*** Provided records Section Begins ***

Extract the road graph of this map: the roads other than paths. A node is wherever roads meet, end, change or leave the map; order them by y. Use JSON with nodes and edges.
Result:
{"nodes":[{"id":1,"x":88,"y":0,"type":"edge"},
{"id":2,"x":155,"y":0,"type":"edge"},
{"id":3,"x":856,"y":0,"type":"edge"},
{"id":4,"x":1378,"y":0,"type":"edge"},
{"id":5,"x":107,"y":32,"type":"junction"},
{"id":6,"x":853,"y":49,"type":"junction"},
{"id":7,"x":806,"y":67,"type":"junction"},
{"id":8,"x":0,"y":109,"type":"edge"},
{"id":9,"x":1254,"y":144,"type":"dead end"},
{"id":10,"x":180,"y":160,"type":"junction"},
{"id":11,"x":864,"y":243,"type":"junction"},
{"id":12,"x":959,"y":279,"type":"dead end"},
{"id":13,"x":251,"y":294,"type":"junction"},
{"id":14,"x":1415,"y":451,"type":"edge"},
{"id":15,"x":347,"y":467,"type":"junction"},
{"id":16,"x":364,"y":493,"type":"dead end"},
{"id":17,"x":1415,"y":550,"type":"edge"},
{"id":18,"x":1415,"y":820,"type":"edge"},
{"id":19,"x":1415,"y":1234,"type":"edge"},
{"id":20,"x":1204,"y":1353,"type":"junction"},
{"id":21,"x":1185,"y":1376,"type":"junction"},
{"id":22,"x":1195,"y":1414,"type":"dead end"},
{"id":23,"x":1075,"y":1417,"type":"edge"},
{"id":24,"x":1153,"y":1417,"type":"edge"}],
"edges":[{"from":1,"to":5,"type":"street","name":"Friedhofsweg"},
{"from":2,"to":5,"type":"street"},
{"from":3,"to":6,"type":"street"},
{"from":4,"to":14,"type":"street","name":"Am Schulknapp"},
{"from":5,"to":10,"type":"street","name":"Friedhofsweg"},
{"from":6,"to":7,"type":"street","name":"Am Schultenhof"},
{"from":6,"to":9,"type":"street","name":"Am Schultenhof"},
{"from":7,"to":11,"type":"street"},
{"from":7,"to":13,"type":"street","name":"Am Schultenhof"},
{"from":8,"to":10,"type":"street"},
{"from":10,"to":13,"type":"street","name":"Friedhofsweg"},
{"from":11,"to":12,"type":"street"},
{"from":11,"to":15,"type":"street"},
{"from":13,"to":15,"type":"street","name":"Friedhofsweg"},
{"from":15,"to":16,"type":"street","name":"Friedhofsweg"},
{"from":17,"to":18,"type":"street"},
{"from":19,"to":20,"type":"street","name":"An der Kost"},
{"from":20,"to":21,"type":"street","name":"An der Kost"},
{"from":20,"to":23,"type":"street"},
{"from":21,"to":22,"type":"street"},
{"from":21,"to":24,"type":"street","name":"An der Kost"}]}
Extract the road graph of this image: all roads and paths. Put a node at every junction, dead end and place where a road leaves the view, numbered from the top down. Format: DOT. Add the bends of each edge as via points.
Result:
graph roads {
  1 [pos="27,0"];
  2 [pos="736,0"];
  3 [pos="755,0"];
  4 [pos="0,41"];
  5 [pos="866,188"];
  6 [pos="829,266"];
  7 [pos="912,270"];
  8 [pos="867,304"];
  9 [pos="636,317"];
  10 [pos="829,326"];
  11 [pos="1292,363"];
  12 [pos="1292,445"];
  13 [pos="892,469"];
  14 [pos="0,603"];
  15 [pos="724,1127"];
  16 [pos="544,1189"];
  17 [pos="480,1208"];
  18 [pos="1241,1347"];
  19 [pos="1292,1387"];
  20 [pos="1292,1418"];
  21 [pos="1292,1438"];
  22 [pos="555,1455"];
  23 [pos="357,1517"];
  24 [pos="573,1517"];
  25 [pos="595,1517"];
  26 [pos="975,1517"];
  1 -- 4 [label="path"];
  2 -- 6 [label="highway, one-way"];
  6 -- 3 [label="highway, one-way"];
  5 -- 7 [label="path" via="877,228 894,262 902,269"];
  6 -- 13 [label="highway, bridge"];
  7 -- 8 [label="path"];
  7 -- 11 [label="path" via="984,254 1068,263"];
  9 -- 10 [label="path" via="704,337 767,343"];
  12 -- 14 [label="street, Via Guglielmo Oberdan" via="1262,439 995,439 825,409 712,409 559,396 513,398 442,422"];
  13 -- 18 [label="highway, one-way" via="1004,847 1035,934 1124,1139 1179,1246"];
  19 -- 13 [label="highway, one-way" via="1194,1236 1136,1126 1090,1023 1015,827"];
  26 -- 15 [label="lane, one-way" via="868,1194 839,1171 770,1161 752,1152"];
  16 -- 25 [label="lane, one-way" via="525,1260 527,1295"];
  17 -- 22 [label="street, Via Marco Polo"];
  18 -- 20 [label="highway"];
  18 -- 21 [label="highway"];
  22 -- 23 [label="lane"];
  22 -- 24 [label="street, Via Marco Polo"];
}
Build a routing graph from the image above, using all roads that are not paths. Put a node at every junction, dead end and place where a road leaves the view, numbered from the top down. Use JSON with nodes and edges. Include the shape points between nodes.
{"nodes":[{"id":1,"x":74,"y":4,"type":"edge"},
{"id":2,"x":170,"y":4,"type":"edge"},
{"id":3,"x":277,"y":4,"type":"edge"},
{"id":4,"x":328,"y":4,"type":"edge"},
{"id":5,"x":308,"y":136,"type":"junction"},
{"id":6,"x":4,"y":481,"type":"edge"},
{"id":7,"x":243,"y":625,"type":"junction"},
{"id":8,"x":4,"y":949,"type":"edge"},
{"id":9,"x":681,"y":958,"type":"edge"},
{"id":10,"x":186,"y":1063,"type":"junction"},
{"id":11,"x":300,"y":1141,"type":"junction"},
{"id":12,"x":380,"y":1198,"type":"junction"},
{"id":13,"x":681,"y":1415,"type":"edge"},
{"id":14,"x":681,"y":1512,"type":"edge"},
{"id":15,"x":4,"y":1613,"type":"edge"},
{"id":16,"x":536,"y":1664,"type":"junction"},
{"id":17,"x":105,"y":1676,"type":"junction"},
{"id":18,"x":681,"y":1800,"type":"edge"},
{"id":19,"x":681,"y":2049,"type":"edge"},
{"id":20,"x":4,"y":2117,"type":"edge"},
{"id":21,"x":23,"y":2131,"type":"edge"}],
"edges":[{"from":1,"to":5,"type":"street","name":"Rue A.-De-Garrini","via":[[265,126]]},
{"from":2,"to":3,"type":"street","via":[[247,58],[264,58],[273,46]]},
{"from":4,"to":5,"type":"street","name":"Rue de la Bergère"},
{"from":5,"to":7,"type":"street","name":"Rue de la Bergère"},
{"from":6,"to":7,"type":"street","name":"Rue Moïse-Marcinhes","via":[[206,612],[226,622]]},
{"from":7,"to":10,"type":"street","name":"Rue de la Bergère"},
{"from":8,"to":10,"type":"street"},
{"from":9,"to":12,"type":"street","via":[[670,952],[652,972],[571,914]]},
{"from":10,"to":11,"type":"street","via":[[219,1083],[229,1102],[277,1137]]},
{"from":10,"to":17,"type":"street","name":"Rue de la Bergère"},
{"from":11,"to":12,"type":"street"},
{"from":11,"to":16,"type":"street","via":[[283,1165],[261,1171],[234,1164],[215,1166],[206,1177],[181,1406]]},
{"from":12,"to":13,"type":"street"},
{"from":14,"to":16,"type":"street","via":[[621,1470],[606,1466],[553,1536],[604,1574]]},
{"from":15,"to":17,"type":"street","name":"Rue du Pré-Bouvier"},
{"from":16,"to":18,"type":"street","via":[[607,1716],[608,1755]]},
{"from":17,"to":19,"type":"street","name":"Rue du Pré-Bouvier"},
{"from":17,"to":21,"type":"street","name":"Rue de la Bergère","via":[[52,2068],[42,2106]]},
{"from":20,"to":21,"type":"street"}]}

*** Provided records Section Ends ***

* **Work request**
Give back every line of the listing where the word "Schultenhof" shows up.

* **Exercise output**
{"from":6,"to":7,"type":"street","name":"Am Schultenhof"},
{"from":6,"to":9,"type":"street","name":"Am Schultenhof"},
{"from":7,"to":13,"type":"street","name":"Am Schultenhof"},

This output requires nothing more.